→ What to work on
Where in the records does the word "every" appear? Copy each line that holds it.

→ Information provided

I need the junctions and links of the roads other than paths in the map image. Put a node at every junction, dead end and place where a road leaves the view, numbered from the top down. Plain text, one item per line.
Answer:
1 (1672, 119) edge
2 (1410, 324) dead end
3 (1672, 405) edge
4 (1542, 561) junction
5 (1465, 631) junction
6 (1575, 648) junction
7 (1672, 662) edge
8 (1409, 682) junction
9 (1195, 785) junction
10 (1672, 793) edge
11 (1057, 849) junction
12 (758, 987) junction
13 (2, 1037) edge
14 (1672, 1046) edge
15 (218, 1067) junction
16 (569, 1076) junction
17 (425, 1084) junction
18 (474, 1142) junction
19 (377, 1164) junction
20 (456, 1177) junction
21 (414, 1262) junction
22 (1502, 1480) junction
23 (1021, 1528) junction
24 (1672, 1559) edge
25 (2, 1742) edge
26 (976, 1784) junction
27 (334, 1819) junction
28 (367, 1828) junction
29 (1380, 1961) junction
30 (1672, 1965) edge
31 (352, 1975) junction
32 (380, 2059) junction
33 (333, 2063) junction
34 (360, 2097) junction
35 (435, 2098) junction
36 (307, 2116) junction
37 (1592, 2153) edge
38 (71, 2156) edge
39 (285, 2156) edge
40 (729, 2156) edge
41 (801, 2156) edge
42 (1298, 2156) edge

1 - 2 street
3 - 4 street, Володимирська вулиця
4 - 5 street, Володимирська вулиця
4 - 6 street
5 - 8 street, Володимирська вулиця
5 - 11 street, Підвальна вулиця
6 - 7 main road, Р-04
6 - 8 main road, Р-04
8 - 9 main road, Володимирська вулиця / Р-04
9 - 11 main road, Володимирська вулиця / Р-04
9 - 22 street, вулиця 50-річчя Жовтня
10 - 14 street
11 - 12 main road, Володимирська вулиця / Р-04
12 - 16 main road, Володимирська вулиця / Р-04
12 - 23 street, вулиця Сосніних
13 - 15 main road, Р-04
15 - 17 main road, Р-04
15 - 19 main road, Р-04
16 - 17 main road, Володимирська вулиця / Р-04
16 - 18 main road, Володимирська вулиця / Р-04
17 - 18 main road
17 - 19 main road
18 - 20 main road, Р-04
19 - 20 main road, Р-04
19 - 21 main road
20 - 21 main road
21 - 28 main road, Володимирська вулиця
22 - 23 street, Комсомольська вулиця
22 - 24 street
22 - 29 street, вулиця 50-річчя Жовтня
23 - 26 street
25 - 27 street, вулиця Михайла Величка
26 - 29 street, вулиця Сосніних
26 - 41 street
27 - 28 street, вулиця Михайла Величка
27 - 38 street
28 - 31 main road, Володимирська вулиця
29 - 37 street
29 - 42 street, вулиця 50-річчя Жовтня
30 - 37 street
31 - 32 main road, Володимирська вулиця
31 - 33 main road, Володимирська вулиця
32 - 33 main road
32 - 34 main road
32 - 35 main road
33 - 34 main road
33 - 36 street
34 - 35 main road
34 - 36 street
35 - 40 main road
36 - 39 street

--

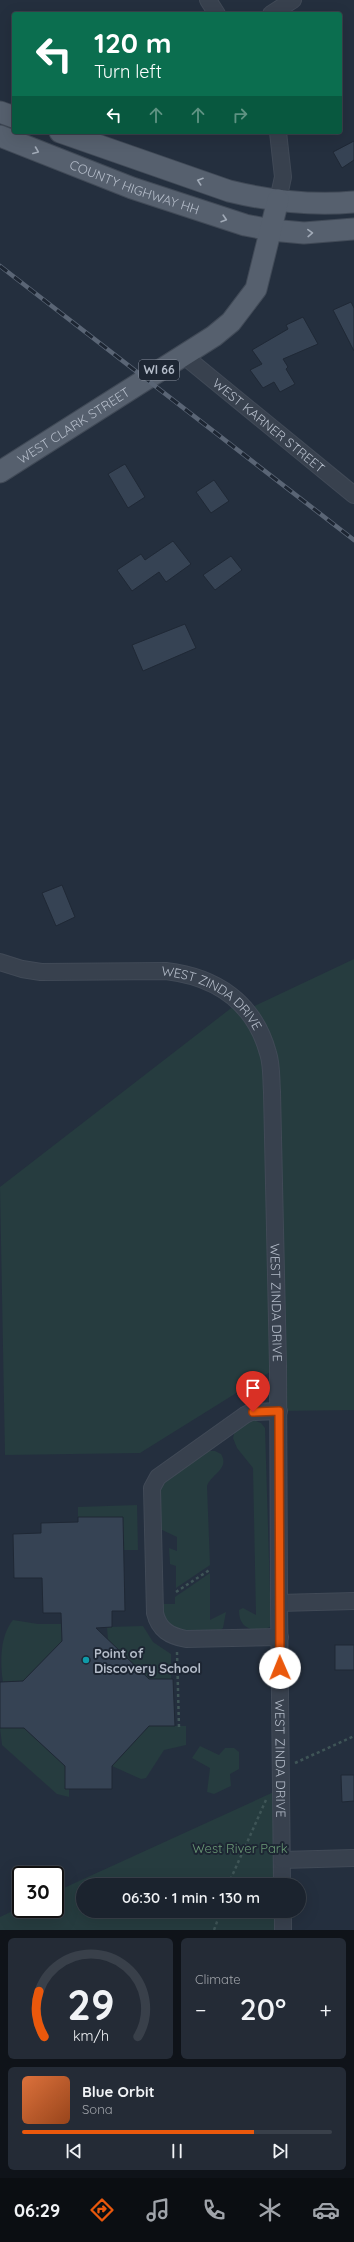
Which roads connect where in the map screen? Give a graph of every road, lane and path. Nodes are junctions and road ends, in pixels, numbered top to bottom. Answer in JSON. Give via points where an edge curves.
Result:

→ Solution to the exercise
I need the junctions and links of the roads other than paths in the map image. Put a node at every junction, dead end and place where a road leaves the view, numbered from the top down. Plain text, one item per line.
Which roads connect where in the map screen? Give a graph of every road, lane and path. Nodes are junctions and road ends, in pixels, numbered top to bottom. Answer in JSON. Give via points where an edge curves.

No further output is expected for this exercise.